Я не сдержался и улыбнулся — это-то проще простого. Вышел из кабинета и прежде, чем направиться в кадры, заскочил в кабинет криминалиста.
— Приветствую бойца невидимого фронта! — с порога воскликнул я, пока Валентин всё пялился в микроскоп.
Его кабинет был самый интересный из всех, которые я видел. Смесь лаборатории безумного профессора и конурки мента. Повсюду гипсовые слепки следов, фотки, дактилокарты, какие-то пробирки, порошки. Жидкости. Еще из кабинета выходила темнушка-закуток. Там Валентин, похоже, проявлял пленку и печатал фотографии.
— Здравствуйте, Александр, — отозвался он со свойственным ему спокойствием, не отрывая глаз от окуляров.
— Слушай, Валёк, размножь мне эту фотку, — я положил на стол перед ним фотокарточку, которую принес Эрик Робертович. — Только вот эту подозрительную рожу сделай в фас покрупнее, а остальное обрежь.
— Подозреваемый?
— Типа того. Десяток наклепай, пожалуйста.

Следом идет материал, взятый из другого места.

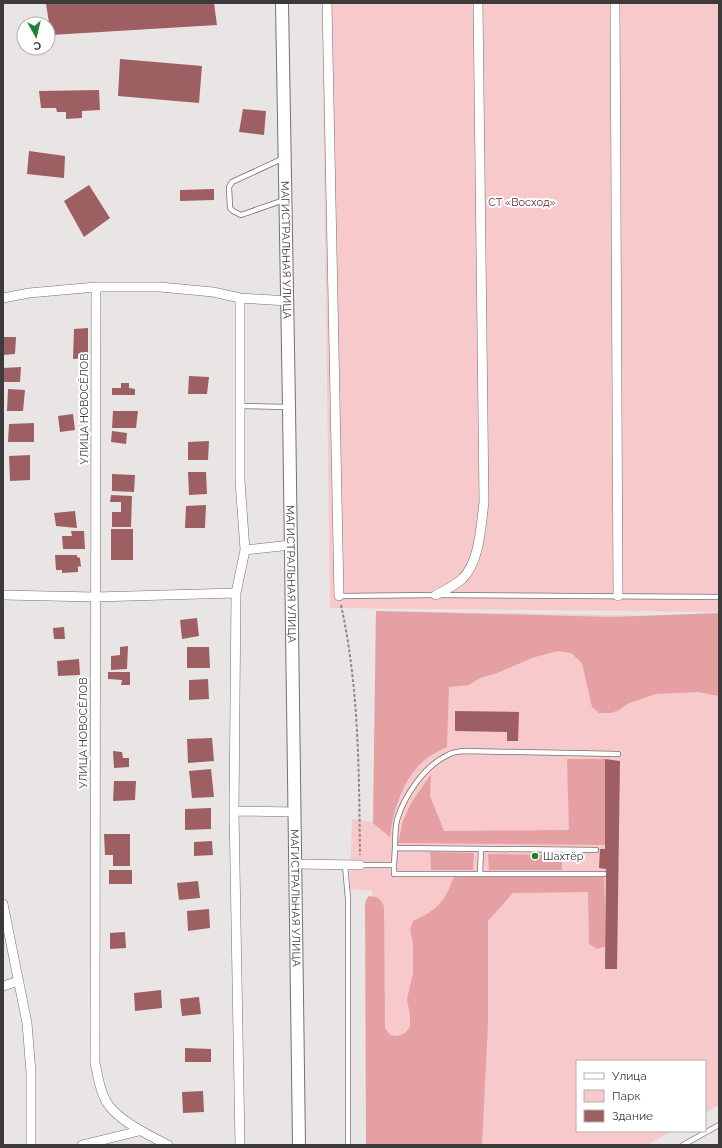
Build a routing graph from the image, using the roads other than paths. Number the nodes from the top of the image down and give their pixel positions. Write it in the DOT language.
graph roads {
  1 [pos="282,3"];
  2 [pos="328,3"];
  3 [pos="478,3"];
  4 [pos="615,3"];
  5 [pos="285,157"];
  6 [pos="286,200"];
  7 [pos="96,288"];
  8 [pos="3,298"];
  9 [pos="240,298"];
  10 [pos="288,301"];
  11 [pos="240,406"];
  12 [pos="289,407"];
  13 [pos="291,545"];
  14 [pos="245,550"];
  15 [pos="236,593"];
  16 [pos="3,595"];
  17 [pos="436,595"];
  18 [pos="339,596"];
  19 [pos="618,596"];
  20 [pos="95,597"];
  21 [pos="719,597"];
  22 [pos="618,754"];
  23 [pos="234,811"];
  24 [pos="295,812"];
  25 [pos="395,848"];
  26 [pos="481,849"];
  27 [pos="596,850"];
  28 [pos="295,864"];
  29 [pos="345,865"];
  30 [pos="360,865"];
  31 [pos="394,865"];
  32 [pos="480,874"];
  33 [pos="604,874"];
  34 [pos="3,904"];
  35 [pos="19,981"];
  36 [pos="3,986"];
  37 [pos="719,1125"];
  38 [pos="140,1131"];
  39 [pos="31,1145"];
  40 [pos="82,1145"];
  41 [pos="168,1145"];
  42 [pos="240,1145"];
  43 [pos="299,1145"];
  44 [pos="348,1145"];
  45 [pos="683,1145"];
  1 -- 5 [label="main road, МАГИСТРАЛЬНАЯ УЛИЦА"];
  2 -- 18 [label="street"];
  3 -- 17 [label="street"];
  4 -- 19 [label="street"];
  5 -- 6 [label="main road, МАГИСТРАЛЬНАЯ УЛИЦА"];
  5 -- 6 [label="lane"];
  6 -- 10 [label="main road, МАГИСТРАЛЬНАЯ УЛИЦА"];
  7 -- 8 [label="street"];
  7 -- 9 [label="street"];
  7 -- 20 [label="street, УЛИЦА НОВОСЁЛОВ"];
  9 -- 10 [label="street"];
  9 -- 11 [label="street"];
  10 -- 12 [label="main road, МАГИСТРАЛЬНАЯ УЛИЦА"];
  11 -- 12 [label="lane"];
  11 -- 14 [label="street"];
  12 -- 13 [label="main road, МАГИСТРАЛЬНАЯ УЛИЦА"];
  13 -- 14 [label="street"];
  13 -- 24 [label="main road, МАГИСТРАЛЬНАЯ УЛИЦА"];
  14 -- 15 [label="street"];
  15 -- 20 [label="street"];
  15 -- 23 [label="street"];
  16 -- 20 [label="street"];
  17 -- 18 [label="lane"];
  17 -- 19 [label="lane"];
  19 -- 21 [label="lane"];
  20 -- 38 [label="street, УЛИЦА НОВОСЁЛОВ"];
  22 -- 25 [label="lane"];
  23 -- 24 [label="street"];
  23 -- 42 [label="street"];
  24 -- 28 [label="main road, МАГИСТРАЛЬНАЯ УЛИЦА"];
  25 -- 26 [label="lane"];
  25 -- 31 [label="lane"];
  26 -- 27 [label="lane"];
  26 -- 32 [label="lane"];
  28 -- 29 [label="street"];
  28 -- 43 [label="main road, МАГИСТРАЛЬНАЯ УЛИЦА"];
  29 -- 30 [label="street"];
  29 -- 44 [label="lane"];
  30 -- 31 [label="lane"];
  31 -- 32 [label="lane"];
  32 -- 33 [label="lane"];
  34 -- 35 [label="street"];
  35 -- 36 [label="street"];
  35 -- 39 [label="street"];
  37 -- 45 [label="lane"];
  38 -- 40 [label="street"];
  38 -- 41 [label="street, УЛИЦА НОВОСЁЛОВ"];
}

Но тот вдруг покачал головой.
— Фотобумаги мало, — пояснил он. — Кончается. Нужно разрешение начальника получить.
— Ладно… Сделай пять штук и обойдемся без разрешения.
— Хорошо. Заходите через час-полтора.
— Спасибо.
Я собрался уходить, когда зазвонил телефон. Я думал, что в отделе было всего четыре телефона (не считая дежурки): у начальника, в угро, в следствии и в кадрах. Оказывается, еще и у эксперта. Что ж… Похоже, криминалисты в МВД считаются этакой белой костью. Интеллигенция в погонах, блин…

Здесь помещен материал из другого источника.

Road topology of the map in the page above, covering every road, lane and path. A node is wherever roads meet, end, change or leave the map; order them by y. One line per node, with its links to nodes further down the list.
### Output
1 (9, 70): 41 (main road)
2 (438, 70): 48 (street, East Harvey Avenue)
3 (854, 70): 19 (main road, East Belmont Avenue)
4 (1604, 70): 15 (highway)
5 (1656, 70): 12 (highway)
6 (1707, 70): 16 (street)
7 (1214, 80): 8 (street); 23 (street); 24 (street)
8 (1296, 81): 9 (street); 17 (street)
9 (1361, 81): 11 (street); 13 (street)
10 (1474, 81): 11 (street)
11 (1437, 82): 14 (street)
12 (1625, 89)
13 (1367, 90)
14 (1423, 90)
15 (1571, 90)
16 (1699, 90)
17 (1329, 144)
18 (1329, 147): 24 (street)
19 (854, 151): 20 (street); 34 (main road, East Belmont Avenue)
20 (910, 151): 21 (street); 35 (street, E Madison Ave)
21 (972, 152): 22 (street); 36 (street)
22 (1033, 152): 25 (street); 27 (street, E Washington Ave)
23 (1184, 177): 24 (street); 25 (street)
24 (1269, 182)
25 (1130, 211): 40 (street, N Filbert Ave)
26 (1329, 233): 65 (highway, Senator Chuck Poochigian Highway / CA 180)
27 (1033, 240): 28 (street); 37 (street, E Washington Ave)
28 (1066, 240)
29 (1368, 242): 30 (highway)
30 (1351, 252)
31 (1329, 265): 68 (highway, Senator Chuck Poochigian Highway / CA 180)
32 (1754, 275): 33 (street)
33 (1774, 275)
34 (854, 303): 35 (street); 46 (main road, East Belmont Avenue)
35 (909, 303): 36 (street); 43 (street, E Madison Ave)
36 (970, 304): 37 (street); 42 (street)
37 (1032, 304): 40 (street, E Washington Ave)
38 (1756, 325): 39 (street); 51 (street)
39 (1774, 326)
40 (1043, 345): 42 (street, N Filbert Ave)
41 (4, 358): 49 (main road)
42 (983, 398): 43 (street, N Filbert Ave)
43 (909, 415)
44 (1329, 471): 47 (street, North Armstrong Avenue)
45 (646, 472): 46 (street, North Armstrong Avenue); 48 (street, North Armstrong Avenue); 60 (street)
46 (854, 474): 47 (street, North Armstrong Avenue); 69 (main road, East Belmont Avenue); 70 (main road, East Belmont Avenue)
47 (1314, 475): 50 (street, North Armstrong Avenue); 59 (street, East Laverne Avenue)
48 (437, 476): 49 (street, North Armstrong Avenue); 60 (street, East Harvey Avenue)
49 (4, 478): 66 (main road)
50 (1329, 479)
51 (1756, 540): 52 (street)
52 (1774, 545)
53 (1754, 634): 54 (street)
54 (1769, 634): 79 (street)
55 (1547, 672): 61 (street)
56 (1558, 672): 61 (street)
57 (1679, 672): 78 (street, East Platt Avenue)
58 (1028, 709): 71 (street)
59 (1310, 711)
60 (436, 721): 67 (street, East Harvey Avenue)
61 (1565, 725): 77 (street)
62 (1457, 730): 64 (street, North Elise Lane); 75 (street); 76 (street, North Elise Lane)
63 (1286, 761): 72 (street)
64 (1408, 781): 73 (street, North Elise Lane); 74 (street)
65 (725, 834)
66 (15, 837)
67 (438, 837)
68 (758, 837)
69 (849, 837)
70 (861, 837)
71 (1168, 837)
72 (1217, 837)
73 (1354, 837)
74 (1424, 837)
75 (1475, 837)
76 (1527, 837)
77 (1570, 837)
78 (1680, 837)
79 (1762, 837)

Валёк взял трубку. Говорил спокойно, но с легкой ноткой раздражения. В первый раз я видел, что он немного кипятится.
— Да мама, я покушал. Да, кефир выпил… Задерживаться не буду. Нет, я еще работаю…
Интересно, а Валентин женат или с мамой живет? В СССР принято было жить с родителями (с бабушками, дедушками и другими родичами). Квартирный вопрос никто не отменял. Но… сын живет с мамой и мама живет у сына — это две большие разницы для характеристики мужчины.
Я вышел из кабинета с красным фонарем (он висел у Валька перед темнушкой и был явно приспособлен для фотопечати) и направился в кадры.
Там нагло и легкомысленно ошивался Трубецкой. На столе у Марии Антиповны беленьким и желтеньким светились свежие ромашки. Цветочки вставлены в бутылку из-под кефира с водой. Антошенька что-то ворковал, и даже лицо у него было в этот момент не такое гадкое, а почти светлое, и мне показалось, что доброе…
Но при виде меня физия эта вмиг поменялась. Как поменялось и выражение лица Марии. Она перестала улыбаться Антону, а направила уже более сдержанную улыбку мне.
— Привет! — кивнул я старлейке, а Трубецкому сказал. — Антон Львович, там заявление по краже пришли писать. Сходи, прими…
— Пусть дежурный принимает, — огрызнулся тот.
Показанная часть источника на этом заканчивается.